### WHAT IS EXPECTED:
Return all entries precisely as they stand, without the images.

Stored items:

┌──

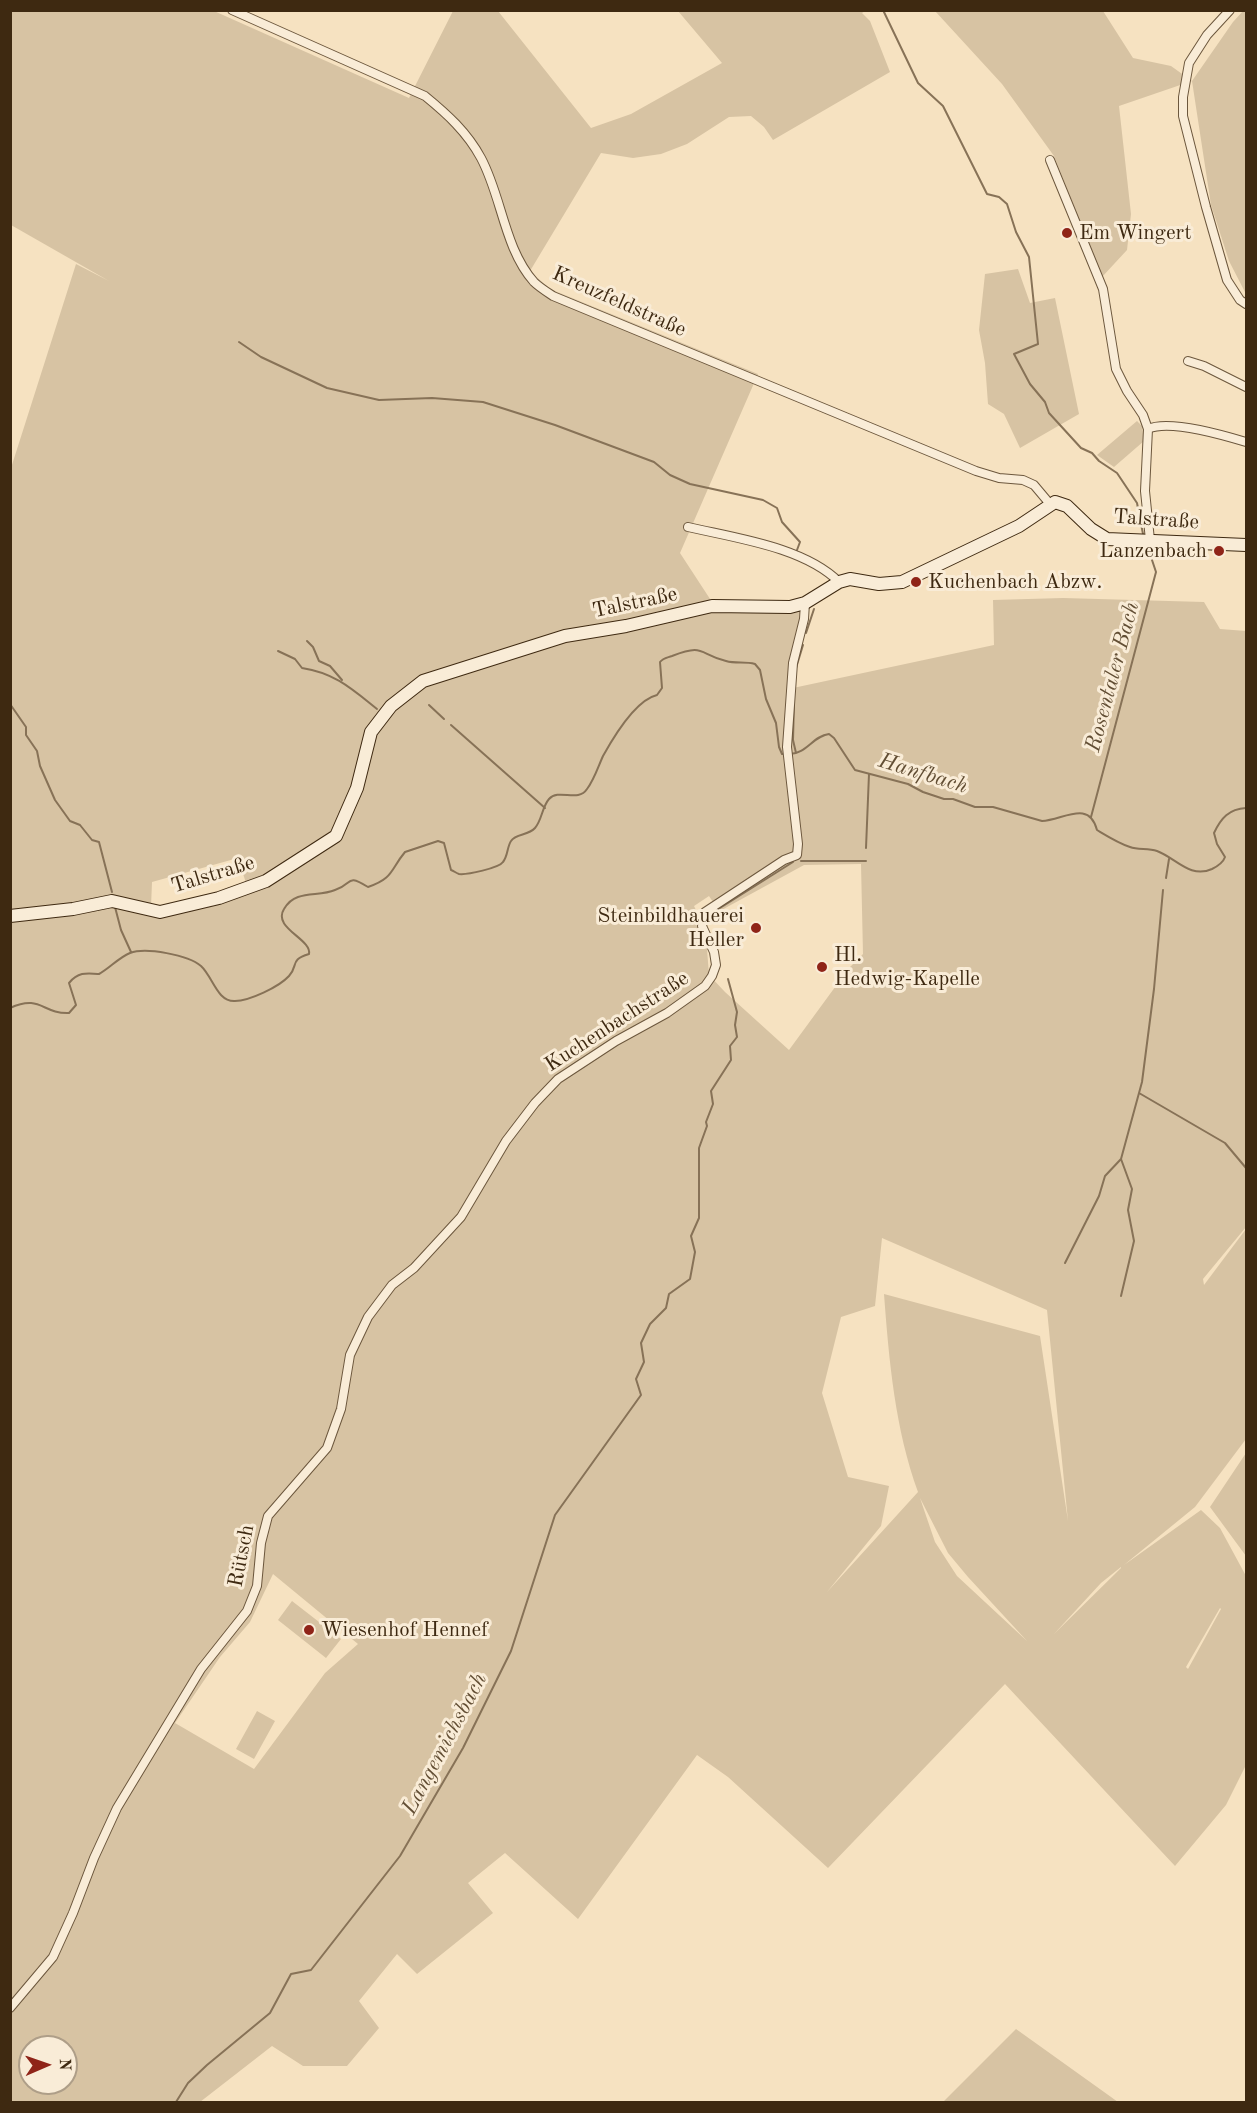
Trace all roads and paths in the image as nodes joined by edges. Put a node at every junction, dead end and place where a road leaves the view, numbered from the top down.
1 (232, 10) edge
2 (1230, 10) edge
3 (1050, 160) dead end
4 (1246, 304) edge
5 (1188, 360) dead end
6 (1246, 387) edge
7 (1148, 429) junction
8 (1246, 442) edge
9 (1050, 504) junction
10 (688, 527) dead end
11 (1150, 540) junction
12 (1246, 545) edge
13 (838, 582) junction
14 (805, 603) junction
15 (10, 916) edge
16 (481, 1186) joint
17 (10, 2008) edge

1 - 9 street, Kreuzfeldstraße
2 - 4 street
3 - 7 street
5 - 6 street
7 - 8 street
7 - 11 street
9 - 11 main road, Talstraße
9 - 13 main road
10 - 13 street
11 - 12 main road, Talstraße
13 - 14 main road, Talstraße
14 - 15 main road, Talstraße
14 - 16 street, Kuchenbachstraße
16 - 17 street, Rütsch

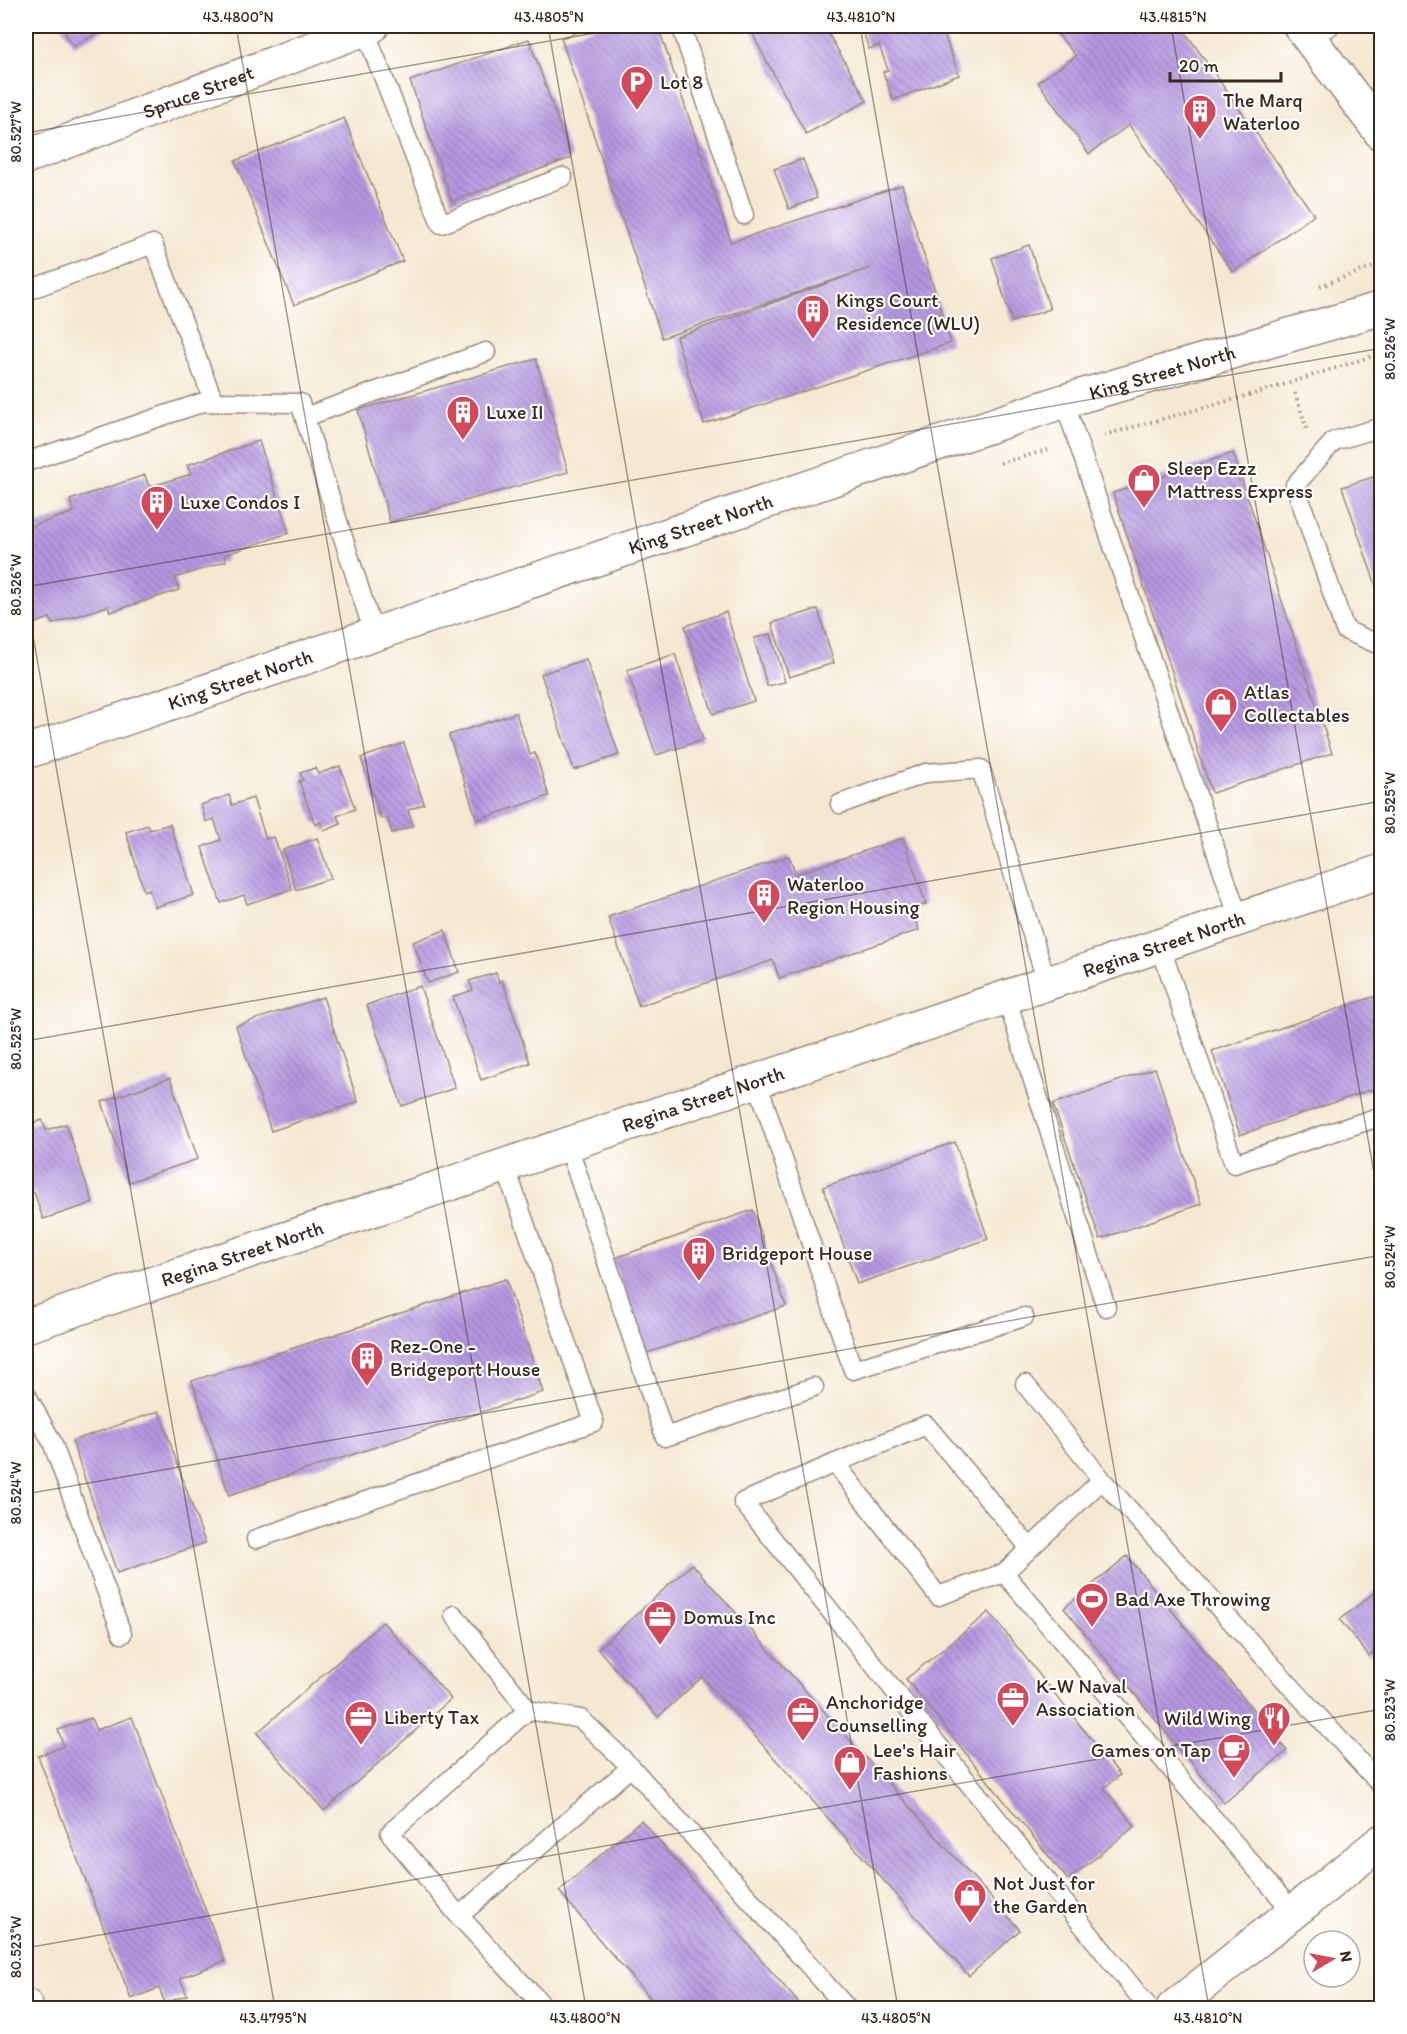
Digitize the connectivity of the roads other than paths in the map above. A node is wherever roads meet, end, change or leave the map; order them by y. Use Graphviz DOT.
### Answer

└──

### RESPONSE TO THIS TASK:
Trace all roads and paths in the image as nodes joined by edges. Put a node at every junction, dead end and place where a road leaves the view, numbered from the top down.
1 (232, 10) edge
2 (1230, 10) edge
3 (1050, 160) dead end
4 (1246, 304) edge
5 (1188, 360) dead end
6 (1246, 387) edge
7 (1148, 429) junction
8 (1246, 442) edge
9 (1050, 504) junction
10 (688, 527) dead end
11 (1150, 540) junction
12 (1246, 545) edge
13 (838, 582) junction
14 (805, 603) junction
15 (10, 916) edge
16 (481, 1186) joint
17 (10, 2008) edge

1 - 9 street, Kreuzfeldstraße
2 - 4 street
3 - 7 street
5 - 6 street
7 - 8 street
7 - 11 street
9 - 11 main road, Talstraße
9 - 13 main road
10 - 13 street
11 - 12 main road, Talstraße
13 - 14 main road, Talstraße
14 - 15 main road, Talstraße
14 - 16 street, Kuchenbachstraße
16 - 17 street, Rütsch

Digitize the connectivity of the roads other than paths in the map above. A node is wherever roads meet, end, change or leave the map; order them by y. Use Graphviz DOT.
### Answer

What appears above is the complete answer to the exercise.